Below is a slide from today's lecture that shows the distribution of genetic distances (pairwise SNP distances) in a collection of 446 Pseudomonas aeruginosa genomes.

Question 2

Based on the shown distribution, do you think that the following statements are true or false:

• A: ST207 and ST2326 are the same strain ?
• B: ST207 and the unknown ST are the same phylogroup ?
• C: ST2326 and the unknown ST are different strains ?

You can use the following command to find the distances between genomes from the same person:

snp-dists.sh -m ~/microbial_exercise/output_parsnp/multi_fasta_alignment_with_SNPs.fasta  | grep -v environment | sed 's/_/\t/2; s/_/\t/6' | awk '$1==$3' | awk '$2!=$4' | grep -v fna.ref | sort -nrk5

Question 3

If we disregard genome 101174x20C_201204_NB501792_AHJF5LAFX2, what is the typical SNP-distance between genomes from bacteria sampled from the same person ?

If two genomes differ by only a small number of SNPs, this suggests they diverged recently from a common ancestor.
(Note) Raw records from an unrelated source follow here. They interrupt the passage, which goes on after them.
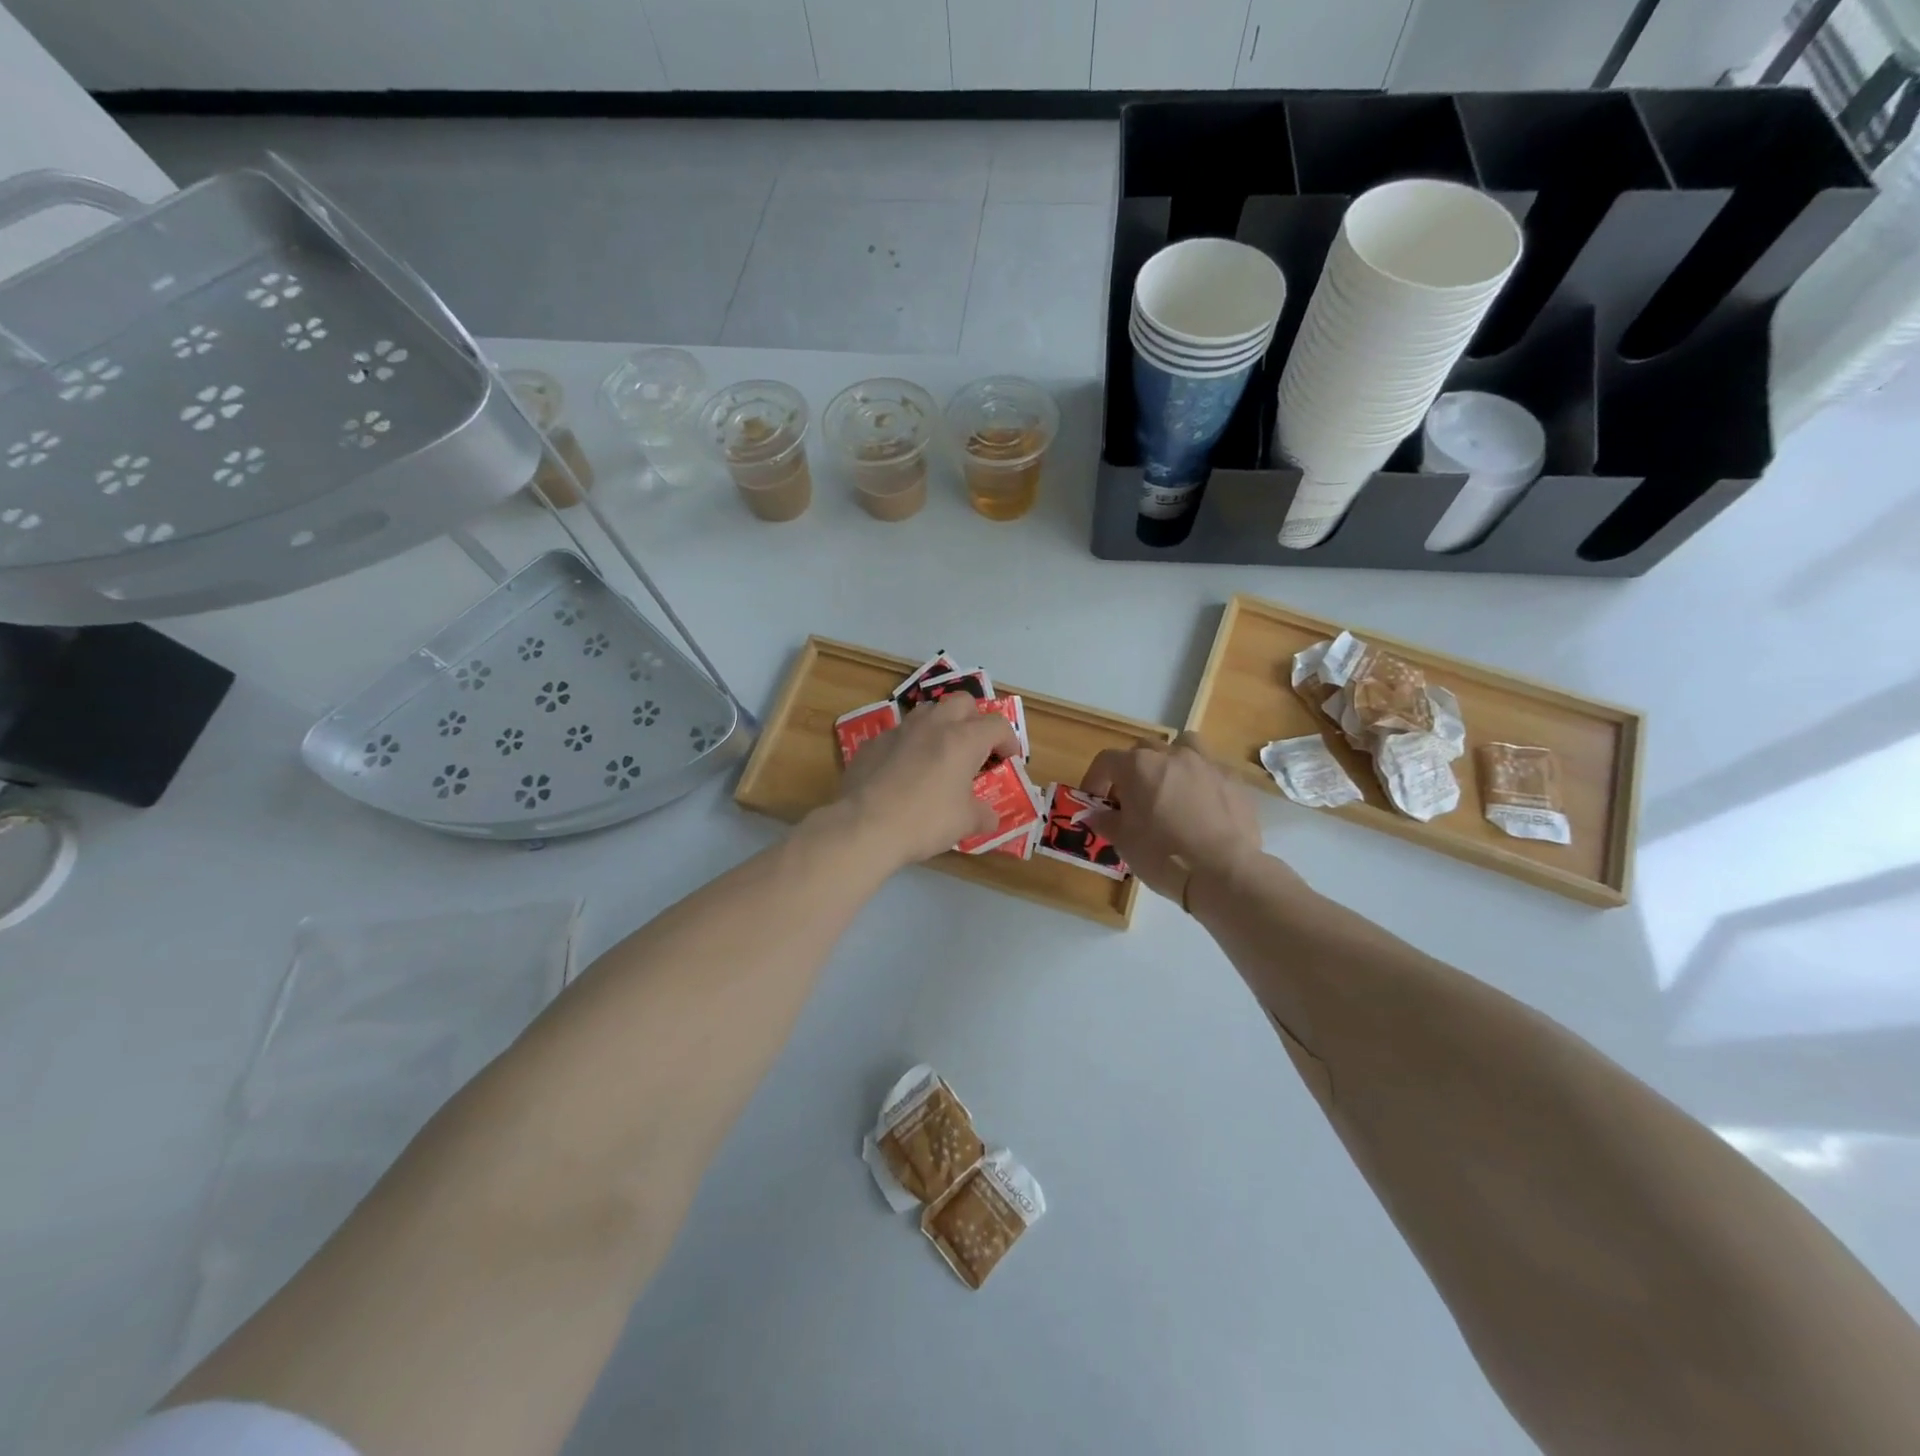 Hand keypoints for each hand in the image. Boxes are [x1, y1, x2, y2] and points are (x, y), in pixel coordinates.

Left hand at [835, 693, 1020, 868]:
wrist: (864, 825)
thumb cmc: (924, 821)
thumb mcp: (965, 823)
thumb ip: (983, 815)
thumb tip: (989, 817)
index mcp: (963, 739)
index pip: (997, 725)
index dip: (1009, 741)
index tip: (1008, 760)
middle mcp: (933, 725)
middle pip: (962, 702)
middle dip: (974, 720)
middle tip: (975, 749)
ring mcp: (899, 730)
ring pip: (928, 712)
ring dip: (941, 726)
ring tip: (941, 755)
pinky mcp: (872, 743)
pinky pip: (899, 734)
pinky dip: (910, 746)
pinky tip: (905, 772)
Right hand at [1081, 733, 1265, 901]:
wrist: (1222, 871)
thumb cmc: (1162, 854)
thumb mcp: (1124, 842)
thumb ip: (1106, 822)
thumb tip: (1095, 815)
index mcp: (1139, 766)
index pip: (1107, 761)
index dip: (1096, 778)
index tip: (1095, 799)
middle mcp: (1172, 755)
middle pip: (1144, 749)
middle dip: (1133, 769)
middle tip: (1132, 797)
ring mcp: (1206, 764)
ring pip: (1183, 746)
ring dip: (1172, 760)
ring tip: (1171, 786)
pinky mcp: (1233, 780)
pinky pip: (1210, 769)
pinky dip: (1201, 780)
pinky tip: (1202, 805)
When such closely related genomes are identified in samples from different persons (patients) within a hospital, it raises the possibility that transmission occurred within the hospital.

You can find the minimum SNP-distance between genomes from different persons with this command:

snp-dists.sh -m ~/microbial_exercise/output_parsnp/multi_fasta_alignment_with_SNPs.fasta  | sed 's/_/\t/2; s/_/\t/6' | awk '$1!=$3' | awk '$2!=$4' | grep -v fna.ref | sort -nrk5 | grep -v environment | tail -n1

Question 4

Do some of the observed SNP-distances indicate that there has been transmission of Pseudomonas aeruginosa at the hospital ?

Task05: Detection of antimicrobial resistance genes

Detection of antimicrobial resistance (AMR) genes is an important part of microbial diagnostics.

The tool Abricate can be used to screen genome assemblies against curated resistance gene databases.

Inspect the available options and databases with the following commands:

abricate.sh -h
abricate.sh --list

Run Abricate on the five ST2326 genome assemblies using the Resfinder database:

abricate.sh --db resfinder /home/projects/microbial_genomics/task03_assemblies/ST2326*.fna > ~/microbial_exercise/output_abricate.txt

Question 1

Are the same AMR genes found in the five genomes ?

Question 2

Do all found AMR genes have a good match to a database reference gene ? (sequence coverage of > 90% and sequence identity > 95%)

cat ~/microbial_exercise/output_abricate.txt  | cut -f1,6,10,11 | awk '$3<=90 || $4<=95'

Supplementary information and files

Article describing GTDB-Tk can be found here

The BASH executables in /home/ctools/bin uses Apptainer container images (.sif file format) that are located /home/projects/microbial_genomics/singularity_image_files.